Наступил 1959 год. И по словам солдата, однажды он проснулся утром с мыслью: «До чего же метко научились стрелять фрицы. Наверное, немец в меня через бинокль выстрелил». И как будто бы и не было 14 лет беспамятства. Для него все еще был февраль 1945-го. С этой фразы к Николаю Талееву начала возвращаться память. Он вспомнил все и начал собираться к матери в родное стойбище колхоза имени Кирова. Но уже не было в Малоземелье такого колхоза и не было его матери. Она умерла, так и не узнав, что же случилось с ее сыном Колей.

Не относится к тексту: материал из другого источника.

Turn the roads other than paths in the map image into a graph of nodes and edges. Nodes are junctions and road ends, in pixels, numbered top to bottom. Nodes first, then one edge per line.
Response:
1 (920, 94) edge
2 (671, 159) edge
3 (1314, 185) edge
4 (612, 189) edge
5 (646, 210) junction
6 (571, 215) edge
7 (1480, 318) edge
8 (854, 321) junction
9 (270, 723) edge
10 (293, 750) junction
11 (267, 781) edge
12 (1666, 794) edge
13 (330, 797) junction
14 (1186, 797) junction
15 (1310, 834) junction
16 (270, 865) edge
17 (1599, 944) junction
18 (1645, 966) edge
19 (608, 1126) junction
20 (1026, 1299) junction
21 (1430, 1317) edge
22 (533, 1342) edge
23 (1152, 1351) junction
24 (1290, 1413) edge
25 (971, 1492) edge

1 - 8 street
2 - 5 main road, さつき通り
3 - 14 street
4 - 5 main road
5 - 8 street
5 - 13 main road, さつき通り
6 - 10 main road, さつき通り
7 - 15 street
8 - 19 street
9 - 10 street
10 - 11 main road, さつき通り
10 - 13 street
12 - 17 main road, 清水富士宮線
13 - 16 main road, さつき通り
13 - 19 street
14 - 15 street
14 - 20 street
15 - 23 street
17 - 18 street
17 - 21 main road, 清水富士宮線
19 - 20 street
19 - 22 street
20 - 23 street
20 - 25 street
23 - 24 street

В Нельмином Носе, куда приехал Николай Васильевич, его уже не ждали. Пожив какое-то время у своих родственников (благо, такие еще оставались в поселке), ветеран попадает в Оксинский, а затем Нарьян-Марский дом престарелых. Старый солдат прожил в индоме 35 лет и покинул этот мир в августе 2002-го.
Когда мы разговаривали с ним в последний раз, я спросила Николая Васильевича, что было самым главным для солдата на войне?
Он мне сказал так:
– Надо было выжить, не струсить, победить врага и вернуться домой. Но самое главное, чтобы дома тебя кто-нибудь ждал, это важнее всего…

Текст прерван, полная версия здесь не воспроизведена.